The following is an excerpt from a spiritual autobiography I wrote for a religious studies class during my fourth year of college. The pdf is available here.
It’s August 11th, 2007. I’m standing in the Rose Bowl in Pasadena, California, wearing a dark blue uniform with reflective silver lining and a metallic black helmet. There’s a 20-pound Yamaha snare drum strapped on my chest and two Innovative Percussion snare drum sticks in my hands. I’m surrounded by 134 other musicians and dancers, and together we are about to give the audience of some 35,000 people the show of our lives. We have been working our asses off for 90 straight days, rehearsing up to 12 hours a day to learn, clean, and perfect our 11-minute performance entitled “Criminal.” This is it. This is the 2007 Drum Corps International World Championships. I am a snare drummer for The Bluecoats Drum and Bugle Corps from Canton, Ohio. I am in one of the best drumlines in the world, and we are about to perform together for the last time. Adrenaline, emotion, and anxiety are at work. Breathe, I remind myself, just breathe. Quiet the mind; calm the inner voice. Here we go.
During each summer for the past five years, I learned about passion. I learned about hard work, sacrifice, physical pain, and mental anguish. It’s called drum and bugle corps, an activity that can best be described as professional marching band: a combination of what you watched (or ignored) at halftime of your high school football games, the Army Rangers, and the Olympics. Drum corps are intensely competitive musical groups comprised of performers ages 16 to 21. Those interested endure a stringent audition process in the winter months in order to be chosen for membership in the early spring. Then in early May, the 150 members move in together to rehearse 12 hours every day for an entire month. After the grueling spring training process, the corps hits the road, moving into a fleet of tour buses and spending a few hours each night sleeping on high school gym floors. For two months drum corps’ tour schedules consist of practicing during the day and performing at night. Drum Corps International (DCI), an intensely competitive drum corps circuit, regulates these shows. The climax of the season every summer is DCI Finals, a well-attended week-long series of performances held in a different city each year. The winning drum corps takes the gold medal, along with sponsorships, endorsements, bragging rights, and a place in marching music history.

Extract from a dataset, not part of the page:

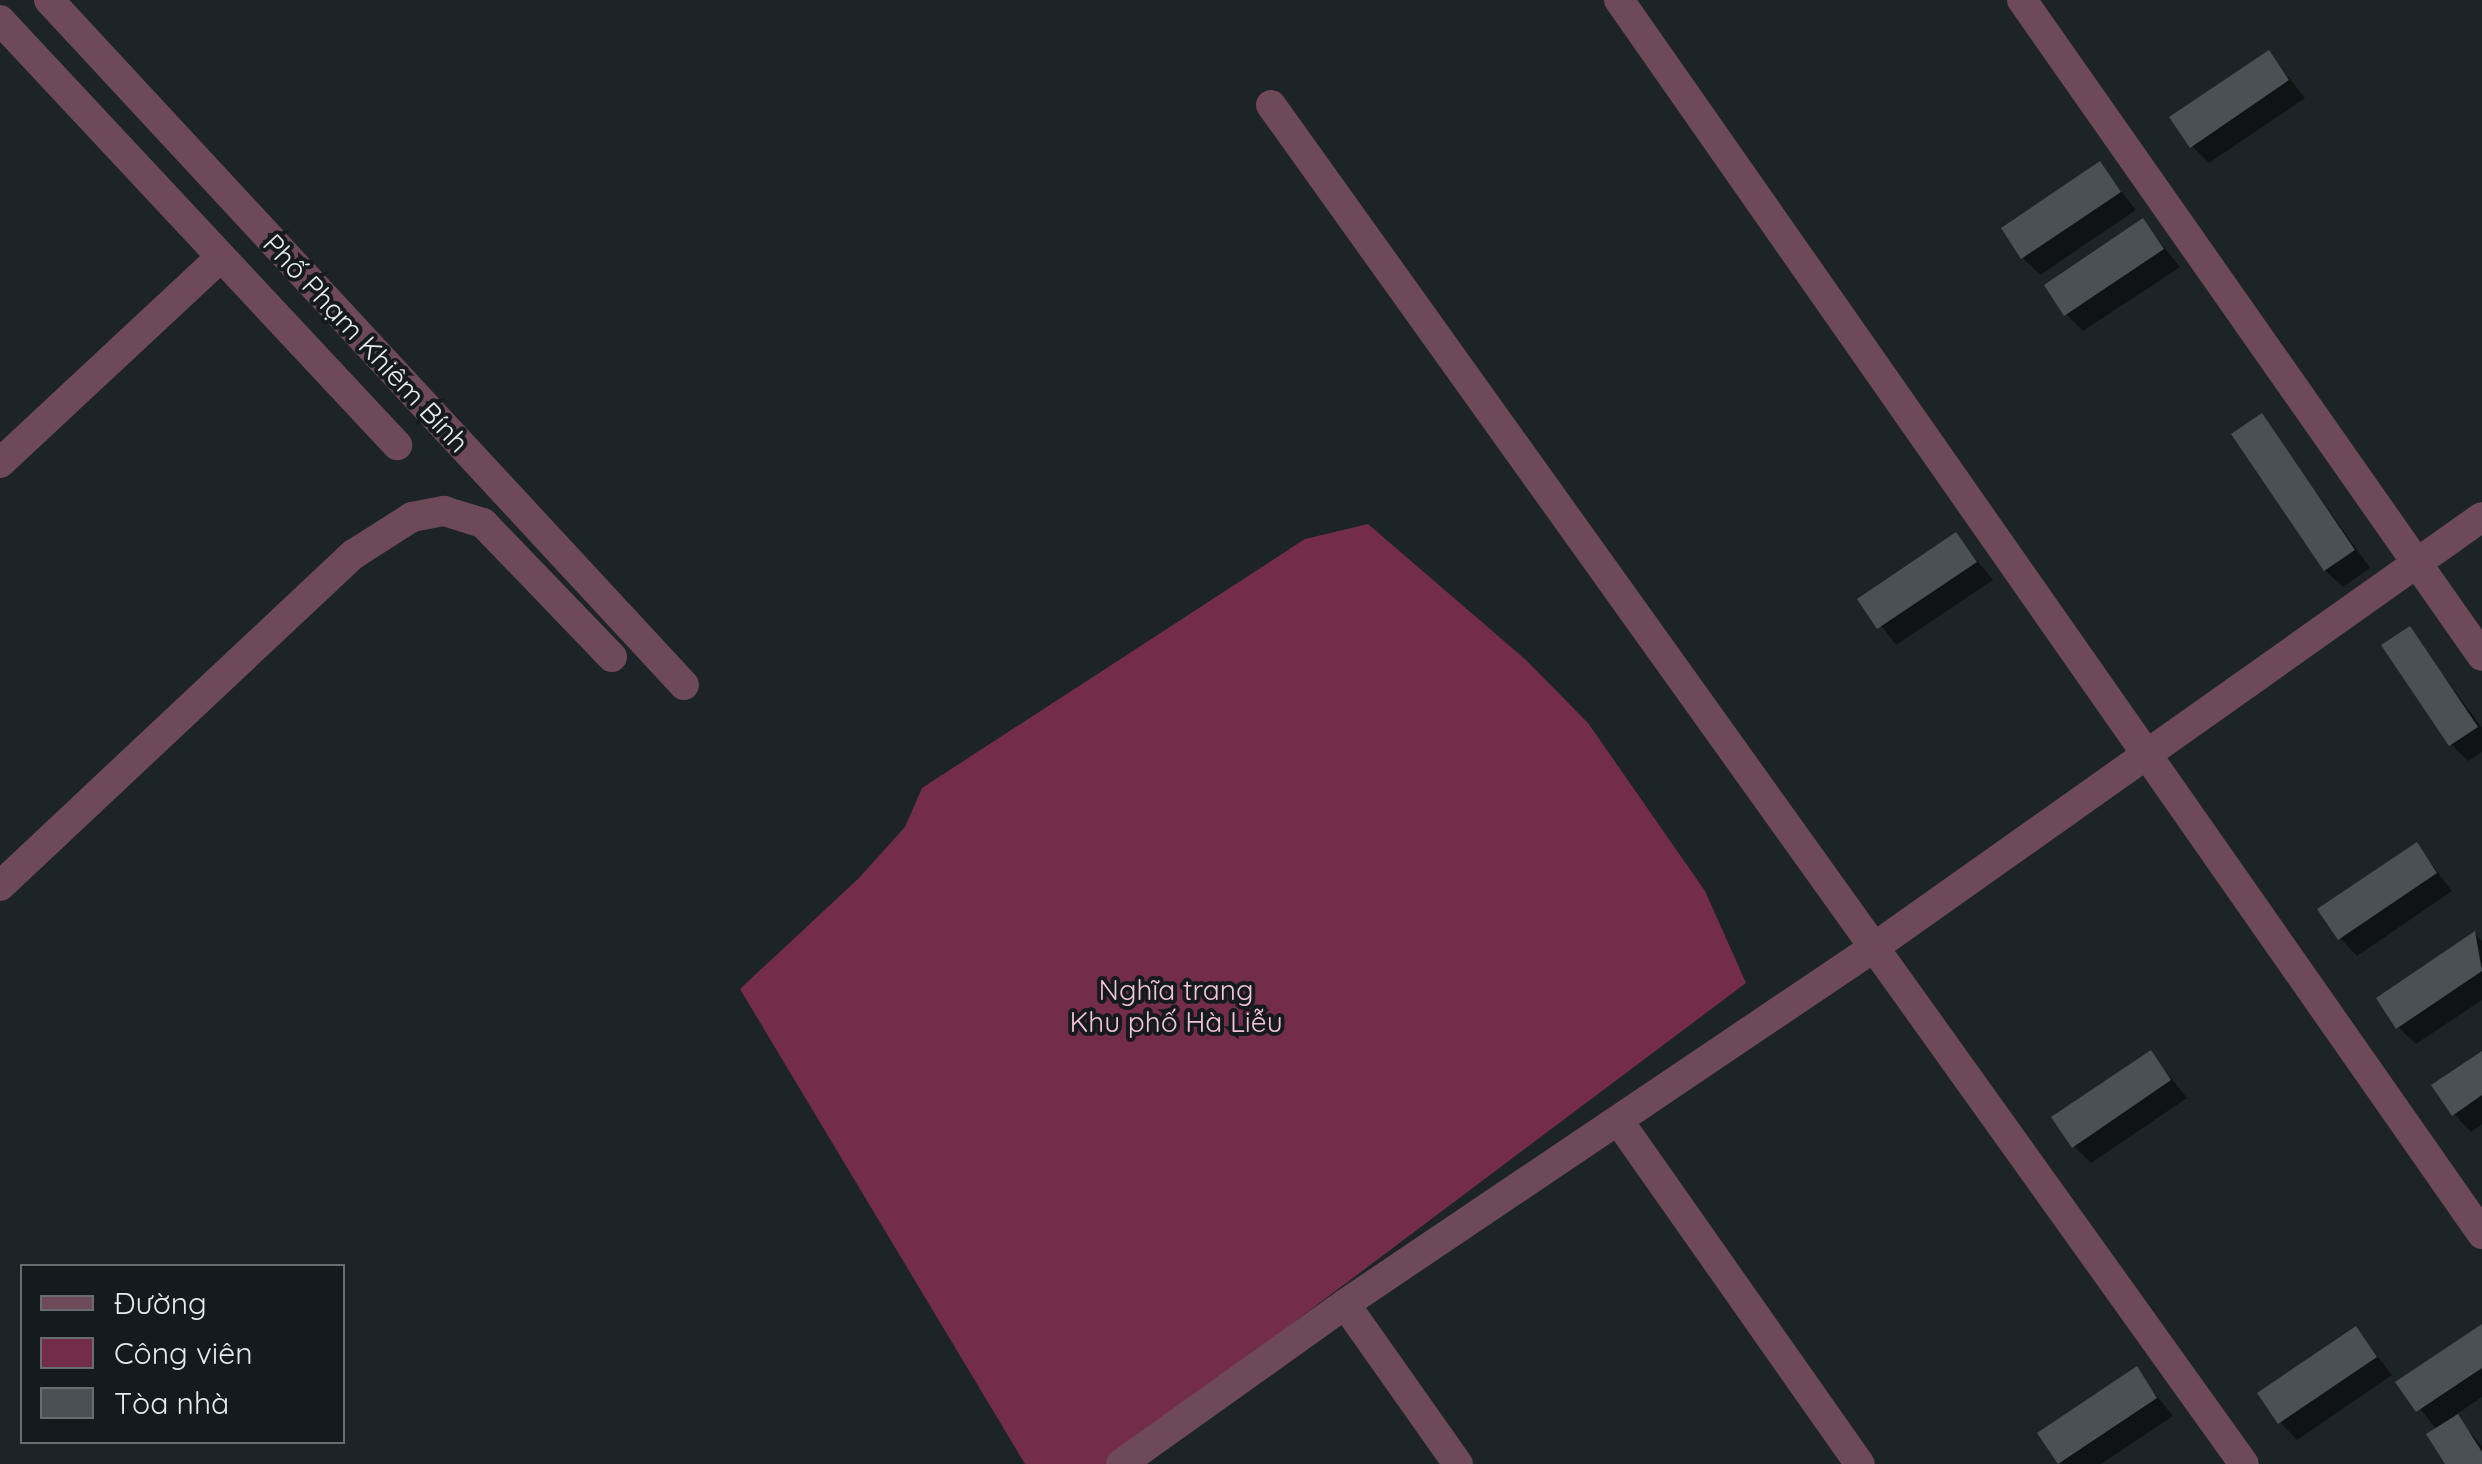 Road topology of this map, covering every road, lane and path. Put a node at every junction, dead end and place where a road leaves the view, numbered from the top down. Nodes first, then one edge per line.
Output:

If at any point in the last five years someone asked me what the single most important aspect of my life was, I would have unhesitatingly answered drum corps. Perfecting the art of rudimental snare drumming, figuring out how to play incredibly difficult patterns at the exact same time as 20 other dudes, all while wearing your drum and running around a football field making drill formations that thematically relate to the musical concept; it’s a doozy. I have spent hours upon countless hours practicing by myself, and ten times that long practicing with other players. The payoff? Life-long friendships, problem-solving skills applicable to many different activities, super fast hands, the best tan you will ever have, and the admiration of high school band students everywhere. Not to mention the girls.
Now you may be wondering, what the heck is this egotistical band geek talking about? I’m talking about opportunity, potential, hard work, and accomplishment. I’m trying to convey just how deep of a bond you can have with people you live with for three months, doing literally everything together, from sleeping to rehearsing to showering to performing. There is a feeling of connectedness and unity that I have experienced from playing perfectly together with those around me. I have lost myself in the moment playing drums, making music, performing for the crowd, on the whole loving it.
In these moments, my individual sense of self is absorbed into the collective consciousness. Due to the exact, precise synchronicity by which we carry out our actions, magic happens; magic that is simultaneously spiritual, abstract, physical, and concrete. It is a mind-body combination of athleticism and meaning, something that takes years to develop yet can slip away in an instant. It involves both complete self-awareness and a total loss of self-identity. Nouns become verbs, subjects become predicates, and life becomes live. This is how to live. It is as refreshing as it is addicting, and after my first taste nothing could keep me away. Performance, drumming, and music were my religious rituals, the vehicles by which I obtained temporary Enlightenment.
In What the Buddha Taught, the great Buddhist monk and scholar Walpola Rahula writes about the relationship between self and action:
The moment you think ‘I am doing this’, you become self-conscious, and then you do not live in the action, but you live in the idea ‘I am’, and consequently your work too is spoilt. You should forget yourself completely, and lose yourself in what you do. … All great work—artistic, poetic, intellectual or spiritual—is produced at those moments when its creators are lost completely in their actions, when they forget themselves altogether, and are free from self-consciousness. (72)
Similarly, Zen teaches that bringing the self to your actions in order to be successful is delusion; the self will only hinder progress. Rather, allow your actions to encompass the self, and as the self is forgotten, the actions become pure, genuine experience. Losing myself in the pure experience of music and life: that’s where I want to be.